Figure out the number of lines in the data that hold the string "Buissons". Reply with that figure only.
++++ Given records ++++
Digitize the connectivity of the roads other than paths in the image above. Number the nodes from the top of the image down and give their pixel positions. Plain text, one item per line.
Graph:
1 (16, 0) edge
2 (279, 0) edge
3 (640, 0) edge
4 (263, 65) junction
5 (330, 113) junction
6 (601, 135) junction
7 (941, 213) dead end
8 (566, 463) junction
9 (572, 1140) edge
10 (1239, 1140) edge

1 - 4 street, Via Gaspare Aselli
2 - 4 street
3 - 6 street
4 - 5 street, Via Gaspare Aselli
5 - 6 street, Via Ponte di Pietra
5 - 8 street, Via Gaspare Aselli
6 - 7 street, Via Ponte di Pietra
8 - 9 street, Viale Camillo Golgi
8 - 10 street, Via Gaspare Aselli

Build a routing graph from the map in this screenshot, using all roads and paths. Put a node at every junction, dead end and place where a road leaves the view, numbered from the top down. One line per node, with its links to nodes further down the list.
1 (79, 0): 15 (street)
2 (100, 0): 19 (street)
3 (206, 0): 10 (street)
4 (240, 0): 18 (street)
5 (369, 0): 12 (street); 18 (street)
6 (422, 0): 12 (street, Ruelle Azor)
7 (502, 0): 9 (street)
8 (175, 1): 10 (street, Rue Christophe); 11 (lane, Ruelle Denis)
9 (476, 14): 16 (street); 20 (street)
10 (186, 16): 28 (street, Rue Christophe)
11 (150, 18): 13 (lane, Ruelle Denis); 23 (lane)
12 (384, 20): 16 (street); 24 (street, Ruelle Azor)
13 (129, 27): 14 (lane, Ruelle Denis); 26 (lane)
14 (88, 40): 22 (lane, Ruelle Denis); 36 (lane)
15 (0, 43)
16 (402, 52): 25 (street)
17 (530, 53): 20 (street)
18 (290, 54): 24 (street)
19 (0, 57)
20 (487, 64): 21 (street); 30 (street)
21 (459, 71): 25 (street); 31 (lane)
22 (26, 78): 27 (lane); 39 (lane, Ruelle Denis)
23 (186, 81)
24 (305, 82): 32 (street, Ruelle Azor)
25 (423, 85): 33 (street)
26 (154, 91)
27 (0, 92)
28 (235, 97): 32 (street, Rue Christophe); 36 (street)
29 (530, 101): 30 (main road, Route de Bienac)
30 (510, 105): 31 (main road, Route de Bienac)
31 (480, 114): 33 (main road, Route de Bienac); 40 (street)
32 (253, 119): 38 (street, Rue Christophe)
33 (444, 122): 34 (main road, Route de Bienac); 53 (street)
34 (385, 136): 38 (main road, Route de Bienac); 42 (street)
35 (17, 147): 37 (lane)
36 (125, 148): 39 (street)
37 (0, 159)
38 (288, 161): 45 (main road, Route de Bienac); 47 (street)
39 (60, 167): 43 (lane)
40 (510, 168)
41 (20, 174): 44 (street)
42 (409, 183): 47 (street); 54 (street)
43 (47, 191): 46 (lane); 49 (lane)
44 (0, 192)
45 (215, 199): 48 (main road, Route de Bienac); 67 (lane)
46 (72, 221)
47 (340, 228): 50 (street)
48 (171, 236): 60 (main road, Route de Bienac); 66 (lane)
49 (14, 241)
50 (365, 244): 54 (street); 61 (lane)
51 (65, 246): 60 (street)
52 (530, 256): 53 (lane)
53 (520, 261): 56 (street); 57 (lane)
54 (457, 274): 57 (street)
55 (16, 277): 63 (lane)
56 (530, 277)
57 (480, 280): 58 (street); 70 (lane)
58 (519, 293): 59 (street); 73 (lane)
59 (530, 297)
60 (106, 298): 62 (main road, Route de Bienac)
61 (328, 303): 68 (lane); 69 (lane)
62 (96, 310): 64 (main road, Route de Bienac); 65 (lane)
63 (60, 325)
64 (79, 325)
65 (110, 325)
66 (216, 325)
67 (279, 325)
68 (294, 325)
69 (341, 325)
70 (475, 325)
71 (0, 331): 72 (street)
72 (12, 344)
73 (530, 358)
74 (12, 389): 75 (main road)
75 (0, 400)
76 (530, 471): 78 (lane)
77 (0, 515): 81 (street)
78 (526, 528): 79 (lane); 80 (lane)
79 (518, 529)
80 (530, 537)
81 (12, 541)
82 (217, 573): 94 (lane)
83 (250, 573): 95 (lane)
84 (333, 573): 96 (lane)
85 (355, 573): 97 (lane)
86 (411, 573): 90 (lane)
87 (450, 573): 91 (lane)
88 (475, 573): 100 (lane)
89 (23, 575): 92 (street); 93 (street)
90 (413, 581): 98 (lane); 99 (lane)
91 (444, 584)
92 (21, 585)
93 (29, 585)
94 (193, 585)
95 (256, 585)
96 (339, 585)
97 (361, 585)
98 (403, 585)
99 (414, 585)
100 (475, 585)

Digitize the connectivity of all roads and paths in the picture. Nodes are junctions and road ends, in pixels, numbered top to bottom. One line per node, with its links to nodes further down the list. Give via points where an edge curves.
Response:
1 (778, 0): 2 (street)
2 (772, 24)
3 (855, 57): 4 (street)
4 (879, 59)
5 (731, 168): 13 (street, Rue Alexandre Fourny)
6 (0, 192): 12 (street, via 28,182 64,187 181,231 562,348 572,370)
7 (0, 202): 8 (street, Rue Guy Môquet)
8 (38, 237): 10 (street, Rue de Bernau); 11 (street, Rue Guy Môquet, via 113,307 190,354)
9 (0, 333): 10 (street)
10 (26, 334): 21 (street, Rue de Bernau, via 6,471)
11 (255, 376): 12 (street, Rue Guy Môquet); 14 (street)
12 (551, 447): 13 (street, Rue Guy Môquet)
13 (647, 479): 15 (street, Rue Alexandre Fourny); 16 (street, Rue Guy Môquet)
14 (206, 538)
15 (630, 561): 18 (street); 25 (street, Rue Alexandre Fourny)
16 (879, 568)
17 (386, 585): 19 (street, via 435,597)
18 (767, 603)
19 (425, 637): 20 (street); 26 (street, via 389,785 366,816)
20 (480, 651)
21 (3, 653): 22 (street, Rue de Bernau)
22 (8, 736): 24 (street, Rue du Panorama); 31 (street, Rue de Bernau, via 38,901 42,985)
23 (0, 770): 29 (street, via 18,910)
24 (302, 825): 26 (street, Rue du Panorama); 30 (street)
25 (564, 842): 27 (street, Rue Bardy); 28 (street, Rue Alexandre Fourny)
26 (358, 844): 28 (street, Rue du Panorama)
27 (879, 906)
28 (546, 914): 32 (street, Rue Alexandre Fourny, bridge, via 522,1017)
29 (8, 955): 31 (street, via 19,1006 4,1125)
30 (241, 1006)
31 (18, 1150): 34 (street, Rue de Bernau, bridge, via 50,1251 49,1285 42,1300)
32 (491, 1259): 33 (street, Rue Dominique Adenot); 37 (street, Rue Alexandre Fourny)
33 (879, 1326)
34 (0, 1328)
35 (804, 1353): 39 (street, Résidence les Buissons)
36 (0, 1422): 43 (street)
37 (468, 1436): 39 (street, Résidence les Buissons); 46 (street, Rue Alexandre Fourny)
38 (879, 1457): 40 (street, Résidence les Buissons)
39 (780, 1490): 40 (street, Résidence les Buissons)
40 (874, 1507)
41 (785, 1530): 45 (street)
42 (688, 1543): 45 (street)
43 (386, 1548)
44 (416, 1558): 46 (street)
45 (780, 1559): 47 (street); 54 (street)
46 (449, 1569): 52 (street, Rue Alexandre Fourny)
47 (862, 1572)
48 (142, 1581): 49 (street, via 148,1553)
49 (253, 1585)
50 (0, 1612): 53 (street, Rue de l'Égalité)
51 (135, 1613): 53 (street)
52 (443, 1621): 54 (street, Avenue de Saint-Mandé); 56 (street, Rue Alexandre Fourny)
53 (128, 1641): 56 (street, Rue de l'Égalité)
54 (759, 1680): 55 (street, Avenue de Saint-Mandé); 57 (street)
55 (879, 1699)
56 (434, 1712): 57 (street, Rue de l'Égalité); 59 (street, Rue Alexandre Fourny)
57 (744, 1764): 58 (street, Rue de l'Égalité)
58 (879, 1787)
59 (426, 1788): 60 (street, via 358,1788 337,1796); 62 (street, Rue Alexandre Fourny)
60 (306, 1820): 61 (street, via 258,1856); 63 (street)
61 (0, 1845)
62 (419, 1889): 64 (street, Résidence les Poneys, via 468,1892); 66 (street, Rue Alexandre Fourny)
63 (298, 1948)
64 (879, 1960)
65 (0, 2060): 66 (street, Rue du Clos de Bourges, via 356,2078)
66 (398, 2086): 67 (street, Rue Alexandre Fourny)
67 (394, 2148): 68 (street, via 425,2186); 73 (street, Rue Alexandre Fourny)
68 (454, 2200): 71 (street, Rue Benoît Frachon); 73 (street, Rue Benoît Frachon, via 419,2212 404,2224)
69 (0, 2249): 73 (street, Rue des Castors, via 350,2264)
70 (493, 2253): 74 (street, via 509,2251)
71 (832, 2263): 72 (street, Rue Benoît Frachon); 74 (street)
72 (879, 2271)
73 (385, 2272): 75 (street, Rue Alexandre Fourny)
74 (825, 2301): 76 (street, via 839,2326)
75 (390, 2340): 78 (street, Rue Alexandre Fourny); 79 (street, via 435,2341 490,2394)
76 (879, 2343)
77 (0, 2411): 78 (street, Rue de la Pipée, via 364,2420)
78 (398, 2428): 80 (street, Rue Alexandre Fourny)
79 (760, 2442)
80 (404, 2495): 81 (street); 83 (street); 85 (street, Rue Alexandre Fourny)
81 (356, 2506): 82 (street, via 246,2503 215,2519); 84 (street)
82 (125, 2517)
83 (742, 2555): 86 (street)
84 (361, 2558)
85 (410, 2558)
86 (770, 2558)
++++
-- Response --
4